It’s close to midnight. I hear the dog barking. Not continuously but a couple of barks every five minutes or so. Her shutters are open but, I think, her windows are shut.

She had two dogs. One was very old. About 14, I think. It meant that you had to hold your breath every time you got into the lift if they had been in it. It was truly dreadful and my sense of smell is atrocious! The dog died. It was then that we started exchanging pleasantries. I had asked about the old dog and she told me it had died. So now, when we meet we say hello. She’s about 70 or late 60s at least. She doesn’t walk so brilliantly but she looks healthy enough, if a bit overweight.

Her dogs never make any noise. But the one is dead now. The (living) dog has been barking all evening. It’s not really annoying since it’s not that easy to hear.

I take mine for a walk. I meet P, my neighbour, the one we spent New Year’s Eve with. We talk. It’s quite funny really. She talks in Italian and I talk in English. I understand everything she says and she me. I think it’s more strange that I DO understand everything. In other situations I understand nothing and yet, here she is talking about her work, life in general, the crisis and ……….. the neighbour with the now-barking dog.

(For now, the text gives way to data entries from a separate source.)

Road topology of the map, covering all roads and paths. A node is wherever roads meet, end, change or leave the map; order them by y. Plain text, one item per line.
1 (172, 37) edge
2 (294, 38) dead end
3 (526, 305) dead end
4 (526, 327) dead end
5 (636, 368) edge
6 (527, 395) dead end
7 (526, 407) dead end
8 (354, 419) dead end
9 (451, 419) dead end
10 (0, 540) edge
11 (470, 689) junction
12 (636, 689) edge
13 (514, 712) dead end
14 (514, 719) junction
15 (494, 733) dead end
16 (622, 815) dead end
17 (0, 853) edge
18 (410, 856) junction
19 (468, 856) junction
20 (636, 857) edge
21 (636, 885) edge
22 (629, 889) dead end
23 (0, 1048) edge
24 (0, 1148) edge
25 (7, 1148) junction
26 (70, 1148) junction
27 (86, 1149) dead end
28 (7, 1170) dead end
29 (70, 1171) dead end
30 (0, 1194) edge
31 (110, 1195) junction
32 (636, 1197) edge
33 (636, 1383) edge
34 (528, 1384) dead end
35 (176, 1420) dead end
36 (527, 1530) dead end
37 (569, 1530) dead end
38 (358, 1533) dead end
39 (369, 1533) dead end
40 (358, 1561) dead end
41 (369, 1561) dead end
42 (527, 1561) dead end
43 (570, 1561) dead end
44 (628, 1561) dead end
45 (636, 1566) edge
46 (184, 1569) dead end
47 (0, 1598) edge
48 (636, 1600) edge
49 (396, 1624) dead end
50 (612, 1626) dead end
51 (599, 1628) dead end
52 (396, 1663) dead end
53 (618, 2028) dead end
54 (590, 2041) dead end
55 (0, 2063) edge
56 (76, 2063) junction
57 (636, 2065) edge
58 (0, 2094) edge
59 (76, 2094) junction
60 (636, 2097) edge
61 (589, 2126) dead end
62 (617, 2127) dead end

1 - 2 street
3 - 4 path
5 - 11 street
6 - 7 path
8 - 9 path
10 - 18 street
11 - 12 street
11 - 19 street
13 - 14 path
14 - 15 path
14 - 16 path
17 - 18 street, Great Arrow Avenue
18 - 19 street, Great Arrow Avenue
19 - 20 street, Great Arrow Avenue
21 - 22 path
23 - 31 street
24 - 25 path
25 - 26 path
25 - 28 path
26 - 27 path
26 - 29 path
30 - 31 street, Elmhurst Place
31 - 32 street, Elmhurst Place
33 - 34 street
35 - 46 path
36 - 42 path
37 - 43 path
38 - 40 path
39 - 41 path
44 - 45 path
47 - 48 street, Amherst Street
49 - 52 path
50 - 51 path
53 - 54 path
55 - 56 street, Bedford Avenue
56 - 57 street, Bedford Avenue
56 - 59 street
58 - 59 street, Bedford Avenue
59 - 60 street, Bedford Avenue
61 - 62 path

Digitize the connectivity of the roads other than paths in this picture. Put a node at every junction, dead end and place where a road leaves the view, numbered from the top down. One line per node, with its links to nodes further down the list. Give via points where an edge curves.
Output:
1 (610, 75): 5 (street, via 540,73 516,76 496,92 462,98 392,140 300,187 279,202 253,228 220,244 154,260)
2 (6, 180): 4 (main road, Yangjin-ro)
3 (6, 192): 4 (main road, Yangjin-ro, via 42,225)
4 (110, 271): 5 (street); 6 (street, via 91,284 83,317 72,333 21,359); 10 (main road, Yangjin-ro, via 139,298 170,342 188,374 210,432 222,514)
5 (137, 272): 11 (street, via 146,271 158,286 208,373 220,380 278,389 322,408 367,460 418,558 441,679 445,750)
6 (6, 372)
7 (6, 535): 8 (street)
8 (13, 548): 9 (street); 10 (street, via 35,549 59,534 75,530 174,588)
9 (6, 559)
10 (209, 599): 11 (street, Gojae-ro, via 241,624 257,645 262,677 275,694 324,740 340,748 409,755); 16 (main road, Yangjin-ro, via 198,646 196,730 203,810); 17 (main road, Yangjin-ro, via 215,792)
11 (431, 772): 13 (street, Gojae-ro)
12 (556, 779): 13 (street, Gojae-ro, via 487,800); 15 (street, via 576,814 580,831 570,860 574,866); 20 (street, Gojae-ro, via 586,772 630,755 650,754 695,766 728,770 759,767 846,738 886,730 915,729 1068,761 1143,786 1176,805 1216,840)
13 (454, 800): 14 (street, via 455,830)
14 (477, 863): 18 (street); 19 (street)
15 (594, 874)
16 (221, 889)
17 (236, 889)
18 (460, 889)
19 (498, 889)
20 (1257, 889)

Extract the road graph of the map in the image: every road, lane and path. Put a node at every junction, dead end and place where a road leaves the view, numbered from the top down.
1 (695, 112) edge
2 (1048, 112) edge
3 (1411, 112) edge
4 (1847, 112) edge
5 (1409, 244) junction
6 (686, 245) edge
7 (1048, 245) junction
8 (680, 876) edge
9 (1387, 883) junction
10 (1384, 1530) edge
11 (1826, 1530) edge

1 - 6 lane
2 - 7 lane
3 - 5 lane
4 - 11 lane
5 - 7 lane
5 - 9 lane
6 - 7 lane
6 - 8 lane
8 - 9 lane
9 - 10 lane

She’s worried. The dog never barks (which I confirm). And yet it’s been barking all evening. She’s been to the woman’s flat and rung the bell but there is no one there. Or, rather, no one answers. Or, rather, no one CAN answer. She’s wondering if she could call the Police or something. She (we, together, in our Italian/English mix) decide she will speak to the door lady tomorrow morning.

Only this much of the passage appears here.